A rapid and uniform ignition of the main propellant charge is important since it minimizes the time delay between target acquisition and actual launching of a projectile. If the time delay is excessive, the muzzle aim point may no longer coincide with the position of a moving target. Thus, an igniter casing capable of withstanding the high gas pressure of a benite-like material will help improve the performance of the tank gun. Steel igniter tubes are currently used for this reason.
Nevertheless, combustible, low-pressure, cardboard-like igniter tubes containing black powder have been used. These tubes split as the internal pressure rises, and burn along with their combustible contents. Somewhat after these events, the main propellant charge is ignited. As a result, this ignition sequence is several times slower, and less desirable, than the high-pressure benite system previously described
Some high-pressure propellant charge igniters with steel igniter tubes are deployed in combustible external shell casings, which are less rigid than their non-combustible counterparts. As a result, mishandling of such a round can result in stress cracks near the base of the igniter tube, where it joins the primer head assembly. In a high pressure ignition system it is likely that the main charge will then be ignited at the site of the igniter tube fracture, near the base of the round. This in turn can lead to an ignition process whereby the propellant bed is pushed forward, creating a stress wave that is strong enough to break the propellant grains (or sticks) into small pieces (e.g. when the propellant is cold).
A pulverized propellant bed has more surface area for burning, and will therefore yield a shorter duration but higher maximum pressure than if the propellant was unfractured. A sharp pressure rise such as this can crack the barrel or even "blow" the breech. In fact, this was suspected to be the cause of at least one accident several years ago. Attempts have been made to solve this problem by reinforcing the joint between the primer head assembly and the igniter tube.

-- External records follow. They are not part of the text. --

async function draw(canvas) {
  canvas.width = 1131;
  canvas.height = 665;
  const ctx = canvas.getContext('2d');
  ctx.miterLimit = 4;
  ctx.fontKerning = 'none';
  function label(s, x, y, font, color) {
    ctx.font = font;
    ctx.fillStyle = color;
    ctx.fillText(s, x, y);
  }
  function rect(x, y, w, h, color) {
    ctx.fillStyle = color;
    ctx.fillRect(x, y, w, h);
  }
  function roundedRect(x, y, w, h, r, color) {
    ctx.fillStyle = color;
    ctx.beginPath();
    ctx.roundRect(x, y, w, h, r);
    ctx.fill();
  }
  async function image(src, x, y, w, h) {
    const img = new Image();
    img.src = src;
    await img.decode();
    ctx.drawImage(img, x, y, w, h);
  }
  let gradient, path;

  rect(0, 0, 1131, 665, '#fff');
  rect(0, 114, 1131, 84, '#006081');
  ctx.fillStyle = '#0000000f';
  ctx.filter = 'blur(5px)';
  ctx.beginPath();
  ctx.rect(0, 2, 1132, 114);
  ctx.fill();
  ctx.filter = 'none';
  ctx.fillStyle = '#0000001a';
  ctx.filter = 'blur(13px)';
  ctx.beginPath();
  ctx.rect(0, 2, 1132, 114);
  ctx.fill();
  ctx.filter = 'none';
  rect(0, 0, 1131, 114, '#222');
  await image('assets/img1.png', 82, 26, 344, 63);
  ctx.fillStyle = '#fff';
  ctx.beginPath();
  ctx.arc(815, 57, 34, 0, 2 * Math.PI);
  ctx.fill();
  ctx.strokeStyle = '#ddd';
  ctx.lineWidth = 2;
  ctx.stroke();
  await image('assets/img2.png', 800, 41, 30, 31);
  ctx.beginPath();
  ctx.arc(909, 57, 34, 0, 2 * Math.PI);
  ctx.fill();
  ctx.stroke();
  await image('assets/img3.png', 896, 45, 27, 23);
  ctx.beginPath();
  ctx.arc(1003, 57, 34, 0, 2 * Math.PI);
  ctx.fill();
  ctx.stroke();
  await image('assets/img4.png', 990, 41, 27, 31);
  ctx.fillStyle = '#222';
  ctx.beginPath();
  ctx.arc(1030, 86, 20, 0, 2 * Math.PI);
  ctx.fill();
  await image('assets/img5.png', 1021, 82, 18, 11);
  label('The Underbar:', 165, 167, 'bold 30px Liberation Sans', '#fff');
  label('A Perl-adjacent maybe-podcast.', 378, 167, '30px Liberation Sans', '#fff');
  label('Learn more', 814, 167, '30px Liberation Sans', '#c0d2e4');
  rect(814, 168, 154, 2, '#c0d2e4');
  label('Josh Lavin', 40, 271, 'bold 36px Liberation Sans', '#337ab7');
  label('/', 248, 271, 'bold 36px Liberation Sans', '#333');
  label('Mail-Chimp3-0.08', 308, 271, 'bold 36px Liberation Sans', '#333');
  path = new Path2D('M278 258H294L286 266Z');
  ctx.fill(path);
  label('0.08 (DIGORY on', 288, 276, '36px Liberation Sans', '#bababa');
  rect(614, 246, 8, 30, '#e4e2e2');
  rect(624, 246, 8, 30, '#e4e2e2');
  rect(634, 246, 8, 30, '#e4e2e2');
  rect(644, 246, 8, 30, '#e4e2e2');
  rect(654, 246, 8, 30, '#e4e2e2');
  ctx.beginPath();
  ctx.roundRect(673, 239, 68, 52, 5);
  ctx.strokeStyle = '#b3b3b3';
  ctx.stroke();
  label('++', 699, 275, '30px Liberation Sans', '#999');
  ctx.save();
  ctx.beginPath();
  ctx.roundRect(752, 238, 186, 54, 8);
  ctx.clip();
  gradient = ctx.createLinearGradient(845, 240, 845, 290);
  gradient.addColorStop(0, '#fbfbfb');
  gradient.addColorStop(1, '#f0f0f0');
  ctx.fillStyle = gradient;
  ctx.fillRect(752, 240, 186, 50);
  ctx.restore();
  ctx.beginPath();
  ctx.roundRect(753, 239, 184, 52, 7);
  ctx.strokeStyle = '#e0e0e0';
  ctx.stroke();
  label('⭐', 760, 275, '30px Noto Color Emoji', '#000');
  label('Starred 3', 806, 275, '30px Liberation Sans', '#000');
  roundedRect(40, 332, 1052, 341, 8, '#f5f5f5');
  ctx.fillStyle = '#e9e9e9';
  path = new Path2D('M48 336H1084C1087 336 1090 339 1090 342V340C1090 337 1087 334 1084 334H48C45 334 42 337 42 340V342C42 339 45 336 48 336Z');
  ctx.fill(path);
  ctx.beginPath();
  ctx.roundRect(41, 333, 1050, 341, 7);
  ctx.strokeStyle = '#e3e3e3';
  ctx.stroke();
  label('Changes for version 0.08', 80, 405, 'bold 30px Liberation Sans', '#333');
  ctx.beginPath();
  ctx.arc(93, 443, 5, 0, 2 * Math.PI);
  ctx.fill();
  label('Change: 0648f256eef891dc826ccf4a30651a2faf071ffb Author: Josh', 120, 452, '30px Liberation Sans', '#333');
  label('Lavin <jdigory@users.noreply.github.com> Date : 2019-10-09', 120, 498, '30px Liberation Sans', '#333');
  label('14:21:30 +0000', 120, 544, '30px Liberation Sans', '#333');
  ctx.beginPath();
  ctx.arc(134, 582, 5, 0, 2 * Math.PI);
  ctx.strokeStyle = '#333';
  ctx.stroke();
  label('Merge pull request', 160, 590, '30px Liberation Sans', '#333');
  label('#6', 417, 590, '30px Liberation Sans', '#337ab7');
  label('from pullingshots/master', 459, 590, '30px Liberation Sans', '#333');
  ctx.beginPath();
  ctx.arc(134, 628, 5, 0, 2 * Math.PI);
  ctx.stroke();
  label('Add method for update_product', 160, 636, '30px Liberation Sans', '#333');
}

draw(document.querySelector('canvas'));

There are, however, other problems associated with conventional high-pressure ignition systems. These include the hazards and space requirements associated with storing spent casings. The hazards arise out of the steel igniter tubes which protrude from spent casings ejected from the gun. These steel igniter tubes are largely intact and extremely hot. In the confines of a tank, spent casings must be stored in close proximity to the crew, increasing the likelihood that a crew member will come into contact with a hot steel tube. In addition, because of their size, only a small number of casings can be stored before firing must be stopped and the cabin cleared.